(Stored data)
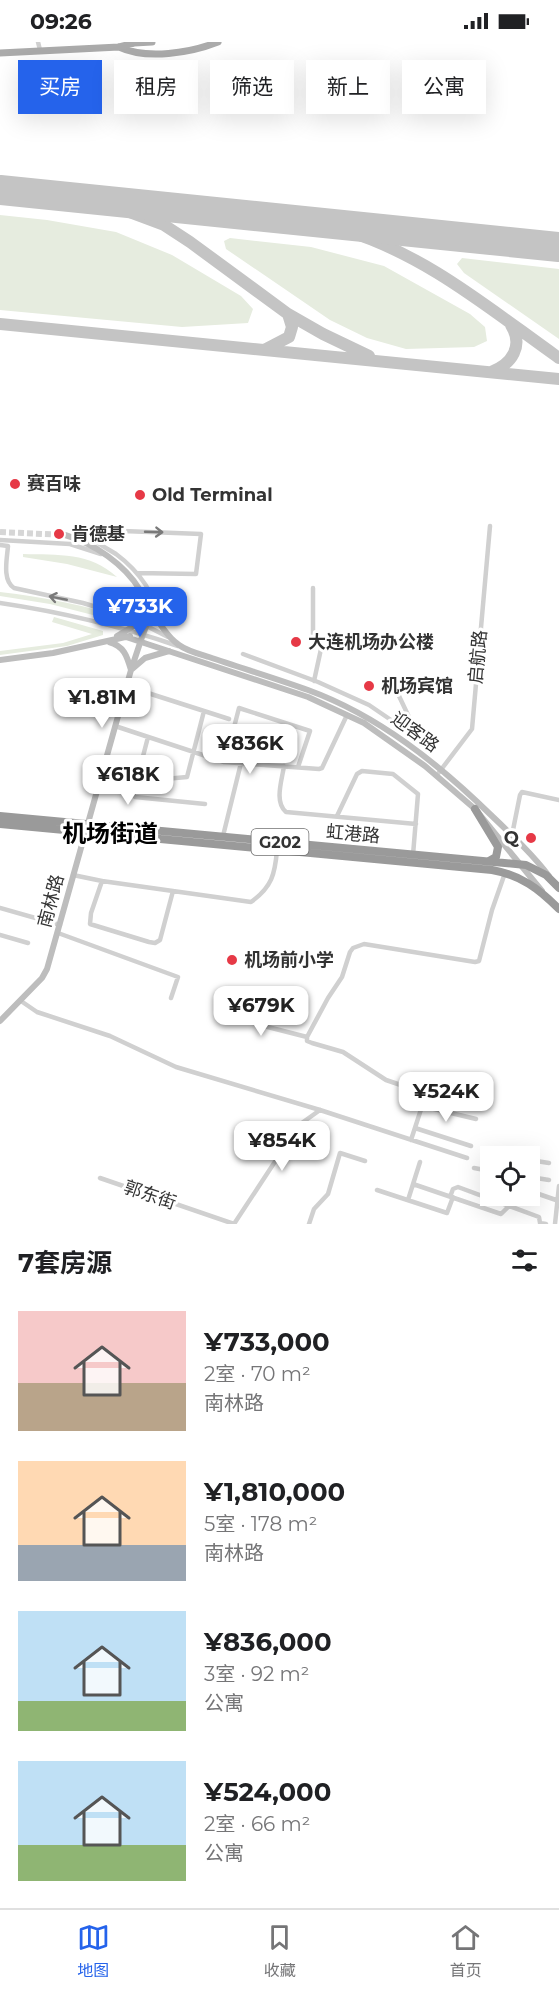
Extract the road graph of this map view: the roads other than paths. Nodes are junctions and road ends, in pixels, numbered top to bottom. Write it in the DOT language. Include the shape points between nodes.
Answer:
graph roads {
  1 [pos="38,42"];
  2 [pos="152,42"];
  3 [pos="218,42"];
  4 [pos="119,45"];
  5 [pos="40,50"];
  6 [pos="0,53"];
  7 [pos="490,526"];
  8 [pos="65,535"];
  9 [pos="0,540"];
  10 [pos="0,545"];
  11 [pos="104,555"];
  12 [pos="137,573"];
  13 [pos="313,588"];
  14 [pos="0,603"];
  15 [pos="151,610"];
  16 [pos="144,623"];
  17 [pos="161,624"];
  18 [pos="128,634"];
  19 [pos="142,637"];
  20 [pos="172,639"];
  21 [pos="105,641"];
  22 [pos="181,647"];
  23 [pos="171,650"];
  24 [pos="243,654"];
  25 [pos="0,660"];
  26 [pos="131,670"];
  27 [pos="391,679"];
  28 [pos="314,681"];
  29 [pos="126,686"];
  30 [pos="369,705"];
  31 [pos="204,711"];
  32 [pos="347,715"];
  33 [pos="362,716"];
  34 [pos="229,719"];
  35 [pos="115,726"];
  36 [pos="148,737"];
  37 [pos="194,753"];
  38 [pos="225,762"];
  39 [pos="241,763"];
  40 [pos="284,766"];
  41 [pos="298,767"];
  42 [pos="439,772"];
  43 [pos="165,779"];
  44 [pos="559,800"];
  45 [pos="205,804"];
  46 [pos="475,809"];
  47 [pos="0,816"];
  48 [pos="337,816"];
  49 [pos="0,824"];
  50 [pos="416,824"];
  51 [pos="87,828"];
  52 [pos="512,836"];
  53 [pos="223,837"];
  54 [pos="277,850"];
  55 [pos="413,855"];
  56 [pos="488,862"];
  57 [pos="521,865"];
  58 [pos="505,873"];
  59 [pos="73,875"];
  60 [pos="102,881"];
  61 [pos="557,886"];
  62 [pos="173,891"];
  63 [pos="547,897"];
  64 [pos="0,908"];
  65 [pos="559,909"];
  66 [pos="60,925"];
  67 [pos="58,933"];
  68 [pos="0,935"];
  69 [pos="27,943"];
  70 [pos="171,998"];
  71 [pos="21,1001"];
  72 [pos="262,1006"];
  73 [pos="3,1014"];
  74 [pos="0,1021"];
  75 [pos="307,1037"];
  76 [pos="446,1076"];
  77 [pos="426,1094"];
  78 [pos="422,1106"];
  79 [pos="321,1110"];
  80 [pos="476,1119"];
  81 [pos="415,1128"];
  82 [pos="411,1140"];
  83 [pos="471,1146"];
  84 [pos="467,1158"];
  85 [pos="365,1161"];
  86 [pos="420,1162"];
  87 [pos="540,1162"];
  88 [pos="549,1163"];
  89 [pos="474,1168"];
  90 [pos="480,1169"];
  91 [pos="100,1178"];
  92 [pos="540,1179"];
  93 [pos="549,1180"];
  94 [pos="413,1184"];
  95 [pos="559,1186"];
  96 [pos="377,1190"];
  97 [pos="540,1194"];
  98 [pos="480,1195"];
  99 [pos="452,1197"];
  100 [pos="408,1200"];
  101 [pos="556,1200"];
  102 [pos="509,1206"];
  103 [pos="234,1224"];
  104 [pos="309,1224"];
  105 [pos="546,1224"];
  106 [pos="555,1224"];
  1 -- 5 [label="street"];
  2 -- 4 [label="main road"];
  3 -- 4 [label="main road" via="193,50 137,54"];
  4 -- 5 [label="main road"];
  5 -- 6 [label="main road"];
  7 -- 42 [label="street, 启航路" via="472,729"];
  8 -- 11 [label="main road"];
  9 -- 11 [label="street" via="70,544"];
  16 -- 10 [label="street, one-way" via="83,603 14,588 8,584 8,546"];
  11 -- 15 [label="main road" via="136,583"];
  12 -- 12 [label="street, one-way" via="92,539 92,531 201,534 196,574"];
  12 -- 17 [label="street" via="156,604"];
  13 -- 28 [label="street" via="313,634 321,648"];
  14 -- 18 [label="street" via="76,616"];
  15 -- 16 [label="main road, 南林路"];
  15 -- 17 [label="main road"];
  16 -- 18 [label="main road"];
  16 -- 19 [label="main road, 南林路"];
  16 -- 20 [label="street"];
  17 -- 20 [label="main road"];
  18 -- 19 [label="main road"];
  18 -- 21 [label="main road"];
  19 -- 22 [label="street"];
  19 -- 23 [label="main road, 迎客路"];
  19 -- 26 [label="main road, 南林路"];
  20 -- 22 [label="main road"];
  21 -- 25 [label="main road"];
  21 -- 26 [label="main road" via="124,650"];
  22 -- 33 [label="main road, 迎客路" via="312,692"];
  23 -- 26 [label="main road" via="145,658"];
  23 -- 32 [label="main road, 迎客路" via="290,690"];
  24 -- 28 [label="street"];
  26 -- 29 [label="main road, 南林路"];
  27 -- 30 [label="street" via="416,732 413,735"];
  28 -- 30 [label="street"];
  29 -- 31 [label="street"];
  29 -- 35 [label="main road, 南林路"];
  30 -- 33 [label="street"];
  31 -- 34 [label="street"];
  31 -- 37 [label="street"];
  32 -- 41 [label="street" via="322,768"];
  32 -- 42 [label="main road, 迎客路"];
  33 -- 42 [label="main road, 迎客路" via="388,730"];
  35 -- 36 [label="street"];
  35 -- 51 [label="main road, 南林路"];
  36 -- 37 [label="street"];
  36 -- 45 [label="street" via="133,795"];
  37 -- 38 [label="street"];
  37 -- 43 [label="street" via="187,777"];
  38 -- 39 [label="street"];
  38 -- 41 [label="street" via="239,708 310,731"];
  39 -- 40 [label="street"];
  39 -- 53 [label="street"];
  40 -- 41 [label="street"];
  40 -- 48 [label="street" via="282,809"];
  42 -- 46 [label="main road, 迎客路"];
  42 -- 52 [label="main road, 迎客路"];
  44 -- 52 [label="street" via="522,792"];
  46 -- 56 [label="highway" via="498,847 496,857"];
  46 -- 57 [label="main road, 迎客路"];
  47 -- 51 [label="highway, 虹港路 / G202"];
  48 -- 50 [label="street"];
  48 -- 50 [label="street" via="357,774 393,774 418,794"];
  49 -- 51 [label="highway, 虹港路 / G202"];
  50 -- 55 [label="street"];
  51 -- 53 [label="highway, 虹港路 / G202"];
  51 -- 54 [label="highway, 虹港路 / G202"];
  51 -- 59 [label="main road, 南林路"];
  52 -- 61 [label="main road, 迎客路"];
  53 -- 55 [label="highway, 虹港路 / G202"];
  54 -- 58 [label="highway, 虹港路 / G202"];
  54 -- 62 [label="street" via="274,874 250,902"];
  55 -- 56 [label="highway, 虹港路 / G202"];
  56 -- 57 [label="highway, 虹港路 / G202"];
  57 -- 61 [label="highway, 虹港路 / G202" via="540,871"];
  57 -- 63 [label="main road, 迎客路"];
  58 -- 63 [label="highway, 虹港路 / G202" via="534,886"];
  58 -- 75 [label="street" via="479,961 358,945 350,952 342,977"];
  59 -- 60 [label="street"];
  59 -- 66 [label="main road, 南林路"];
  60 -- 62 [label="street"];
  60 -- 62 [label="street" via="90,924 155,943 160,940"];
  63 -- 65 [label="highway, 迎客路 / G202"];
  64 -- 66 [label="street"];
  66 -- 67 [label="main road, 南林路"];
  67 -- 70 [label="street" via="178,976"];
  67 -- 71 [label="main road, 南林路" via="48,969"];
  68 -- 69 [label="street"];
  71 -- 73 [label="main road, 南林路"];
  71 -- 79 [label="street" via="37,1012 110,1036 176,1067"];
  72 -- 75 [label="street" via="256,1024"];
  73 -- 74 [label="main road, 南林路"];
  75 -- 77 [label="street" via="307,1041 343,1052 386,1080"];
  76 -- 77 [label="street" via="441,1094"];
  77 -- 78 [label="street"];
  78 -- 80 [label="street"];
  78 -- 81 [label="street"];
  79 -- 82 [label="street"];
  79 -- 103 [label="street" via="299,1125"];
  81 -- 82 [label="street"];
  81 -- 83 [label="street"];
  82 -- 84 [label="street"];
  85 -- 104 [label="street" via="340,1153 328,1194 314,1209"];
  86 -- 94 [label="street"];
  87 -- 88 [label="street"];
  89 -- 90 [label="street"];
  91 -- 103 [label="street, 郭东街"];
  92 -- 93 [label="street"];
  94 -- 99 [label="street"];
  94 -- 100 [label="street"];
  95 -- 101 [label="street"];
  96 -- 100 [label="street"];
  97 -- 101 [label="street"];
  98 -- 99 [label="street" via="458,1187 453,1189"];
  99 -- 100 [label="street" via="447,1213"];
  99 -- 102 [label="street" via="501,1214"];
  101 -- 106 [label="street"];
  102 -- 105 [label="street" via="539,1216 540,1223"];
}
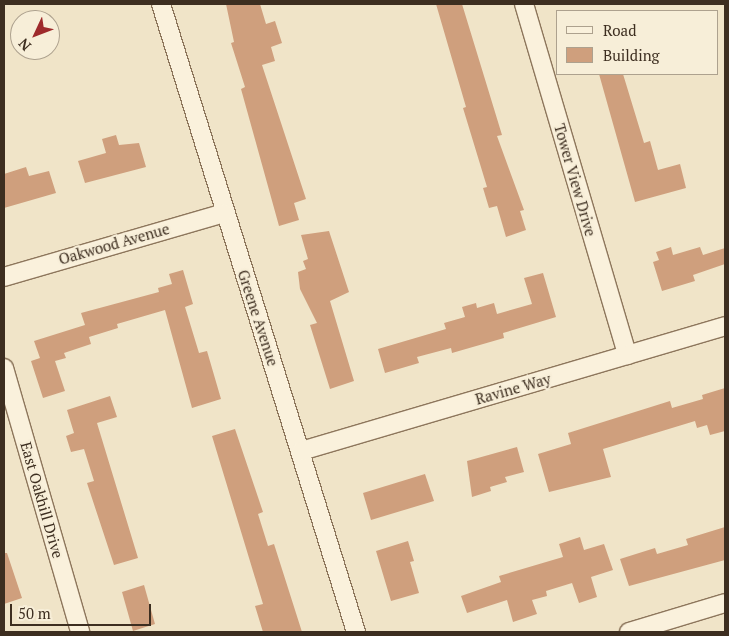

▸ Work order:
The word "graph": say how many lines of the records hold it, and give nothing but the number.

▸ Finished task:
2